What you need to do -> Go through the lines below. Copy those with "اسلامی".

[Saved data entries]
• • •
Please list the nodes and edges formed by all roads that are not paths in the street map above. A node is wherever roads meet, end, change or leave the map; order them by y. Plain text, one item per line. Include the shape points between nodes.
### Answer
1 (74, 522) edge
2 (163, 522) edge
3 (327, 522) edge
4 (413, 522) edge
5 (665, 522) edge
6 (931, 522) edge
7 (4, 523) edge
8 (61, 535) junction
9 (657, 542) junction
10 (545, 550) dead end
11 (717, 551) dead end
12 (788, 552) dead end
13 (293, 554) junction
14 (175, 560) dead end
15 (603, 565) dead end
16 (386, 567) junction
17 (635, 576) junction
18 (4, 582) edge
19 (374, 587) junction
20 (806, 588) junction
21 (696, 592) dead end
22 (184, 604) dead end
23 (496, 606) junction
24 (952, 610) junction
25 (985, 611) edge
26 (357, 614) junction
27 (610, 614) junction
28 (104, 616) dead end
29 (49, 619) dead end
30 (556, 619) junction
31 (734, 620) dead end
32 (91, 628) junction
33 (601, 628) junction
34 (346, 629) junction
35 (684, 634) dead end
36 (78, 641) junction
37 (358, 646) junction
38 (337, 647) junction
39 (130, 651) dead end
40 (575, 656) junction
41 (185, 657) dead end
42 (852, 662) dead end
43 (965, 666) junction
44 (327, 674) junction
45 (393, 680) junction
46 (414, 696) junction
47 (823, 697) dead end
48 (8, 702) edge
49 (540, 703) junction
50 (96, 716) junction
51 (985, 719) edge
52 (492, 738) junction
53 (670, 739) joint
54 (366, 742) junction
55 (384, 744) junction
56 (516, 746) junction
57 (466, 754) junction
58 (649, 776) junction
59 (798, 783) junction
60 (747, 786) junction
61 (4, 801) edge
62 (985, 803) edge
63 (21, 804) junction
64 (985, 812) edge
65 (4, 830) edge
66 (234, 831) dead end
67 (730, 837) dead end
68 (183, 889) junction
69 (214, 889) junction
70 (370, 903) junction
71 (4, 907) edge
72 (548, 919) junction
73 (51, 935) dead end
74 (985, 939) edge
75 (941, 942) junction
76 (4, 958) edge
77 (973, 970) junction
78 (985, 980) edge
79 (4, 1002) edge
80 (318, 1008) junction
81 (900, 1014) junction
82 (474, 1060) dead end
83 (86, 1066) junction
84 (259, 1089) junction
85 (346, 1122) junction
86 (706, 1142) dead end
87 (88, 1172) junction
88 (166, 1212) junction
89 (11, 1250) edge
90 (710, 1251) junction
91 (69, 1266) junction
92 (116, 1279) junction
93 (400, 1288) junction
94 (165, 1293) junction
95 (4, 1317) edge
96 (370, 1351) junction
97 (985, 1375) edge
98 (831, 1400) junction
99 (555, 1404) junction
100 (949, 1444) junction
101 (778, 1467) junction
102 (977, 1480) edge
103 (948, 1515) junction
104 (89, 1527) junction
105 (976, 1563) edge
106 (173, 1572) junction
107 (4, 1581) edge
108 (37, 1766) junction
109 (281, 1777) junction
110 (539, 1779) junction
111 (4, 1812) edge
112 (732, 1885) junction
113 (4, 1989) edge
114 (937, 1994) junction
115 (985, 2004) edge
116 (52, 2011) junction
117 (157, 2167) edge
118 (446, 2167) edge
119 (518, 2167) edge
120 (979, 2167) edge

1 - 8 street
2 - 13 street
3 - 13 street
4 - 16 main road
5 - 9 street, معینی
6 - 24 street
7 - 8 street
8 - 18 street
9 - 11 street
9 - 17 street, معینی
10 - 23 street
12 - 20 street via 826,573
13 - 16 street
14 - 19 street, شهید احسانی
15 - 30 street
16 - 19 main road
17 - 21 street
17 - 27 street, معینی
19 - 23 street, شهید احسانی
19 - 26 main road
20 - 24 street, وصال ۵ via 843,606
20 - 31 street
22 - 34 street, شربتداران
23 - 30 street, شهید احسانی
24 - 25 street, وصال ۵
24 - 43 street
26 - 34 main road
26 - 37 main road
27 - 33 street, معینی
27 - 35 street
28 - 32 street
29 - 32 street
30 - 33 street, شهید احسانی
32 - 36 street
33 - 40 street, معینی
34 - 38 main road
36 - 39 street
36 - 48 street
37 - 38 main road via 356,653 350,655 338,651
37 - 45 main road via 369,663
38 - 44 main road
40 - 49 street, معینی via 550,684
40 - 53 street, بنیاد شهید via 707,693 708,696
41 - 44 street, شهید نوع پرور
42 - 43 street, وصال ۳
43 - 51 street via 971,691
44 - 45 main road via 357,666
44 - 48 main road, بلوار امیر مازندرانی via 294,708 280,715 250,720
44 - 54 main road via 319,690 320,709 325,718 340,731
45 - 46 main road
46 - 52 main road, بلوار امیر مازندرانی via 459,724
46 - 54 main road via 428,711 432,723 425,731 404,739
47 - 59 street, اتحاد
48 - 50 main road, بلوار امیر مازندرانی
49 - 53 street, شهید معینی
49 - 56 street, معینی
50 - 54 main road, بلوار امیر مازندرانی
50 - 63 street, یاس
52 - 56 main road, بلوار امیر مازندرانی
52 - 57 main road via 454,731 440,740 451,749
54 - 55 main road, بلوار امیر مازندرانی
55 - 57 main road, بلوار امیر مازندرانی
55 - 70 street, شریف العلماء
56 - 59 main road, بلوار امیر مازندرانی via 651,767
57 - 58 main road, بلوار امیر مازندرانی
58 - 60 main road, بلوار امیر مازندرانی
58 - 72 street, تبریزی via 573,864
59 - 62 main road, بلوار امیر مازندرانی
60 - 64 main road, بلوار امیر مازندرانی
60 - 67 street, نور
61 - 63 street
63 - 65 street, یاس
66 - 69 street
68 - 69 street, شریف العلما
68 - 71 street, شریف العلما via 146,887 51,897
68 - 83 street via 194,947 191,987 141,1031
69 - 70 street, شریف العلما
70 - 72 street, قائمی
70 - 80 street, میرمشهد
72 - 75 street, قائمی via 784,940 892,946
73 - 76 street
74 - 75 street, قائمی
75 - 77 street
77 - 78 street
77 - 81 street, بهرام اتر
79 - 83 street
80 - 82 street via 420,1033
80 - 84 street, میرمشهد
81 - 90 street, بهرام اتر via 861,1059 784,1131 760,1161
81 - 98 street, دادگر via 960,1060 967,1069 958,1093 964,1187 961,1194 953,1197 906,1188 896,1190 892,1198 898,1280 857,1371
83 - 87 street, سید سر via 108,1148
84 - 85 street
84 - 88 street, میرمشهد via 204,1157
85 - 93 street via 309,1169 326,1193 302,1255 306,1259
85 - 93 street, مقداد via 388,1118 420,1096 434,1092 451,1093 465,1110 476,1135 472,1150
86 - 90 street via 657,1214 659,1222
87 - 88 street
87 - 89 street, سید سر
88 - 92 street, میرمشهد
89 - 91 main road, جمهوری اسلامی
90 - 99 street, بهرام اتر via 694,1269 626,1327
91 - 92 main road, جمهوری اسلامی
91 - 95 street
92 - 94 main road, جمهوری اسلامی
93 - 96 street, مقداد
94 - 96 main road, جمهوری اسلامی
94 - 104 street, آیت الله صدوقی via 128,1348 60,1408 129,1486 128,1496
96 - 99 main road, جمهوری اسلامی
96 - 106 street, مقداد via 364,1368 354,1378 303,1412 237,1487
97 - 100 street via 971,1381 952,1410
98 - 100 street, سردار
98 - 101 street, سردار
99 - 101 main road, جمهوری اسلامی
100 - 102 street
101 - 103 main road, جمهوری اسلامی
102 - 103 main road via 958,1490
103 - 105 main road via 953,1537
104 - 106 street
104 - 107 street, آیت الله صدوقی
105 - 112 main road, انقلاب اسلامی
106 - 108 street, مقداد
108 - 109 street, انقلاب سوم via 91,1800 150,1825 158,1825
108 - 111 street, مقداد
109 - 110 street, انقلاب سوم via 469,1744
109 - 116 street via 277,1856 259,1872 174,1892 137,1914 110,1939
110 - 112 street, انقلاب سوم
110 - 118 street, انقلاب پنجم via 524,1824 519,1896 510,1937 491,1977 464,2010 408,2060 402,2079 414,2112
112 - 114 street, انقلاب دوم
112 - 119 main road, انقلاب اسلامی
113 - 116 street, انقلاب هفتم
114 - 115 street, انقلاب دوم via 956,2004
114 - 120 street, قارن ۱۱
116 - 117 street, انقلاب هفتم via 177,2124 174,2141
• • •
Exercise solution ->
89 - 91 main road, جمهوری اسلامی
91 - 92 main road, جمهوری اسلامی
92 - 94 main road, جمهوری اسلامی
94 - 96 main road, جمهوری اسلامی
96 - 99 main road, جمهوری اسلامی
99 - 101 main road, جمهوری اسلامی
101 - 103 main road, جمهوری اسلامی
105 - 112 main road, انقلاب اسلامی
112 - 119 main road, انقلاب اسلامی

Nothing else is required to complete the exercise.